Customize
Async Patterns
MinT supports async APIs for all long-running operations. The key principle: submit calls back-to-back before awaiting results. This allows the server to process multiple batches in parallel while your client prepares the next batch, dramatically reducing training time.
Concept
Synchronous calls (blocking) create a bottleneck:
Call 1: forward_backward() --[wait]-- result
Call 2: forward_backward() --[wait]-- resultAsync calls allow pipelining:
Call 1: forward_backward_async() --> [submitted, not waiting]
Call 2: forward_backward_async() --> [submitted, not waiting]
Call 3: forward_backward_async() --> [submitted, not waiting]
Await all results in parallel via asyncio.gather()This is the #1 performance optimization for MinT training. By queueing 3–5 batches before awaiting, you keep the GPU fully utilized while your CPU prepares the next batch.
Pattern
import asyncio
import mint
from mint import types
async def train_with_pipelining():
service_client = mint.ServiceClient()
training_client = await service_client.create_lora_training_client_async(
base_model="Qwen/Qwen3-0.6B",
rank=16,
)
tokenizer = training_client.get_tokenizer()
adam_params = types.AdamParams(learning_rate=5e-5)
# Prepare batches
batches = [
"Example batch 1 for training.",
"Example batch 2 for training.",
"Example batch 3 for training.",
"Example batch 4 for training.",
]
# Anti-pattern (slow): sequential calls
# for batch_text in batches:
# tokens = tokenizer.encode(batch_text)
# datum = types.Datum(...)
# result = await training_client.forward_backward_async(...).result_async()
# await training_client.optim_step_async(adam_params).result_async()
# Pattern (fast): pipeline multiple forward_backward calls
fb_futures = []
for batch_text in batches:
tokens = tokenizer.encode(batch_text)
model_input = types.ModelInput.from_ints(tokens[:-1])
target_tokens = tokens[1:]
weights = [1.0] * len(target_tokens)
datum = types.Datum(
model_input=model_input,
loss_fn_inputs={"target_tokens": target_tokens, "weights": weights},
)
# Submit without waiting
fb_future = training_client.forward_backward_async([datum], loss_fn="cross_entropy")
fb_futures.append(fb_future)
# Gather and await all results in parallel
fb_results = await asyncio.gather(*[f.result_async() for f in fb_futures])
# Then do optimizer step
for result in fb_results:
print(f"Loss: {result.loss:.4f}")
optim_future = training_client.optim_step_async(adam_params)
await optim_future.result_async()
# Run the async training
asyncio.run(train_with_pipelining())View full source: https://github.com/MindLab-Research/mint-quickstart/blob/main/concepts/async_patterns.py
API Surface
All TrainingClient and SamplingClient methods have _async variants:
| Sync | Async | Purpose |
|---|---|---|
forward_backward(...) | forward_backward_async(...) | Compute gradients on a batch |
optim_step(...) | optim_step_async(...) | Update model weights |
sample(...) | sample_async(...) | Generate tokens |
save_weights_for_sampler(...) | save_weights_for_sampler_async(...) | Save checkpoint |
Async execution:
- All
_async()methods return aFutureobject. - Call
.result_async()to await the result. - Use
asyncio.gather(*futures)to wait for multiple futures in parallel.
Caveats & Pitfalls
- Sequential fallback: Never wrap async calls in a loop with
awaitinside.
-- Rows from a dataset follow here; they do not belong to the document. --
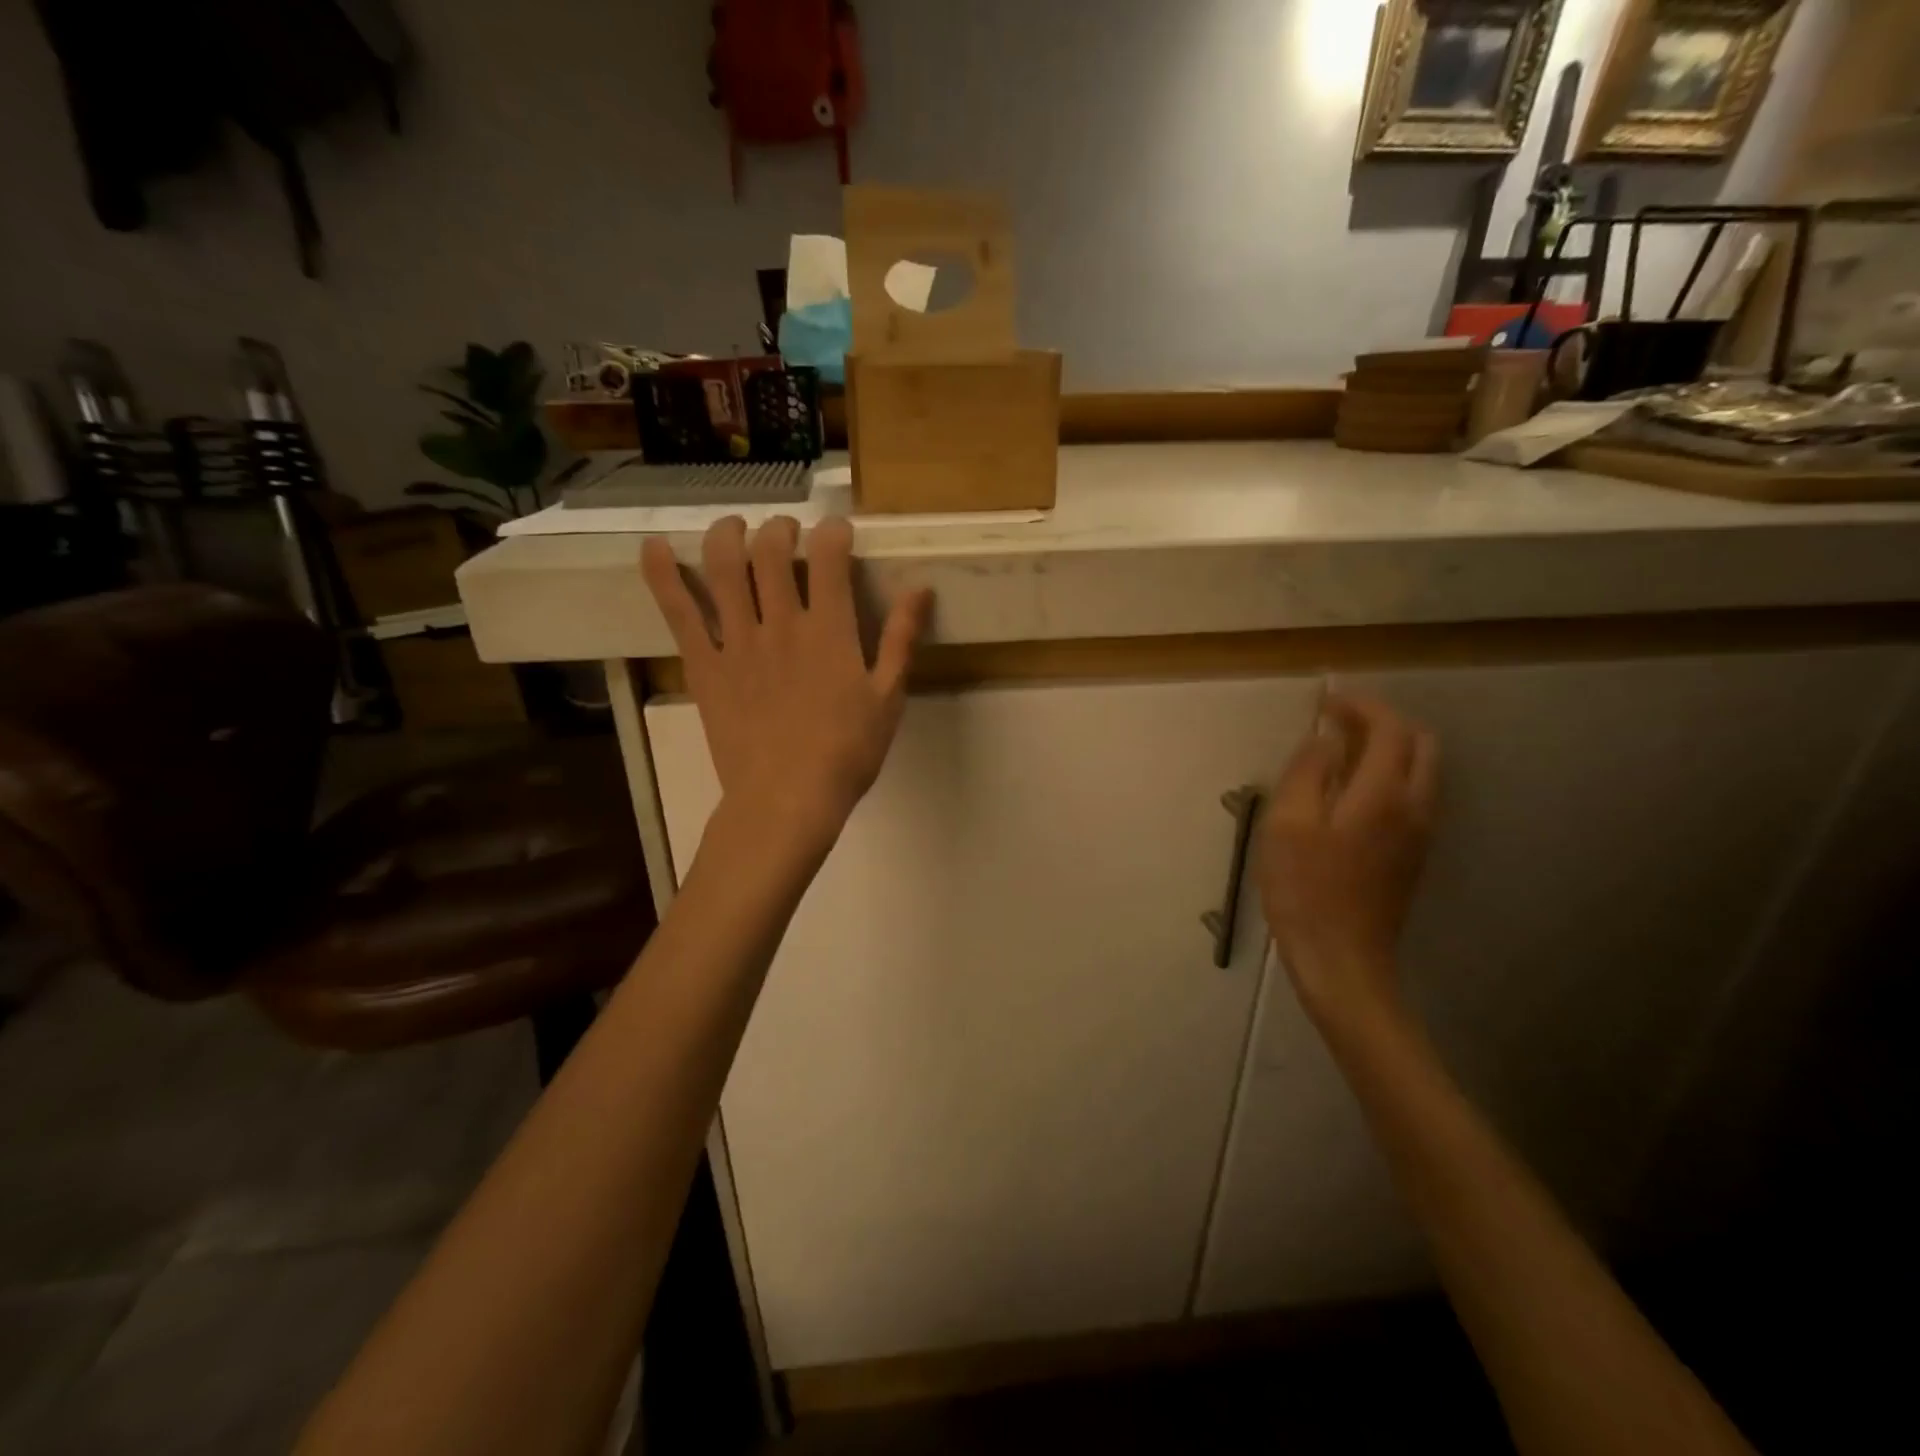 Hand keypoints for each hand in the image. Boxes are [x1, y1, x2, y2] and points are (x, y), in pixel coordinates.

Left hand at [642, 515, 931, 857]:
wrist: (787, 800)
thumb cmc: (846, 754)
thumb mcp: (888, 698)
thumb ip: (901, 640)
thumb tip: (920, 588)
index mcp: (829, 631)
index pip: (828, 557)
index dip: (832, 531)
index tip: (837, 531)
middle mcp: (780, 623)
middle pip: (771, 551)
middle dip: (780, 529)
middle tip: (786, 534)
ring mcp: (736, 642)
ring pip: (724, 567)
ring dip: (727, 534)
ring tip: (734, 527)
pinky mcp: (703, 665)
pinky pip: (678, 612)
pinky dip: (662, 575)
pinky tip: (655, 547)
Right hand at [1255, 693, 1437, 1022]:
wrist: (1342, 959)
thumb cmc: (1304, 889)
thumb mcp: (1288, 824)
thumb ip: (1308, 772)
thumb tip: (1326, 739)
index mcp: (1384, 795)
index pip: (1390, 729)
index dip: (1360, 706)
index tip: (1326, 703)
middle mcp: (1415, 807)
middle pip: (1420, 744)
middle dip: (1382, 722)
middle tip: (1337, 723)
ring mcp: (1420, 834)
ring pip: (1421, 771)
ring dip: (1388, 749)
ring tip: (1339, 753)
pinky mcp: (1412, 855)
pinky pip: (1412, 796)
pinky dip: (1388, 776)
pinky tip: (1349, 792) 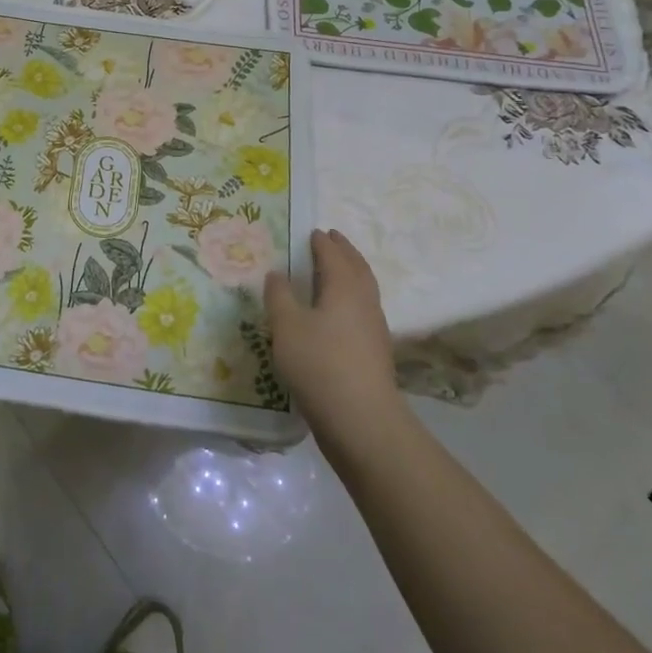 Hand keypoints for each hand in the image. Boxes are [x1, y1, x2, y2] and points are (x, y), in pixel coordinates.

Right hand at [262, 230, 406, 438]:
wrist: (361, 421)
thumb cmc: (319, 364)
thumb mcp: (287, 326)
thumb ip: (279, 296)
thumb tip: (277, 273)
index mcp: (344, 288)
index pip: (334, 256)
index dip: (323, 243)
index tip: (313, 232)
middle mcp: (364, 303)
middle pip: (357, 268)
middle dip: (344, 252)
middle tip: (332, 239)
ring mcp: (374, 330)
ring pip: (364, 290)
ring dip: (351, 274)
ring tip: (334, 271)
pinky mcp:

This defeats the purpose and serializes the calls. Instead, collect futures in a list, then gather them. - Pipeline depth: Queue 3–5 batches before awaiting. Queueing too many (> 10) may exceed server memory; too few (1–2) doesn't hide latency.
- Result awaiting: Always call
.result_async()on each future before using the result. Accessing a future without awaiting causes race conditions. - Optimizer steps:
optim_step_async()should come after all forward_backward results are collected, not interleaved with them. Each optimizer step must apply to the accumulated gradients from the batch. - Error handling: Wrap
asyncio.gather()in a try-except to catch errors from any of the parallel calls. One failed future will raise an exception.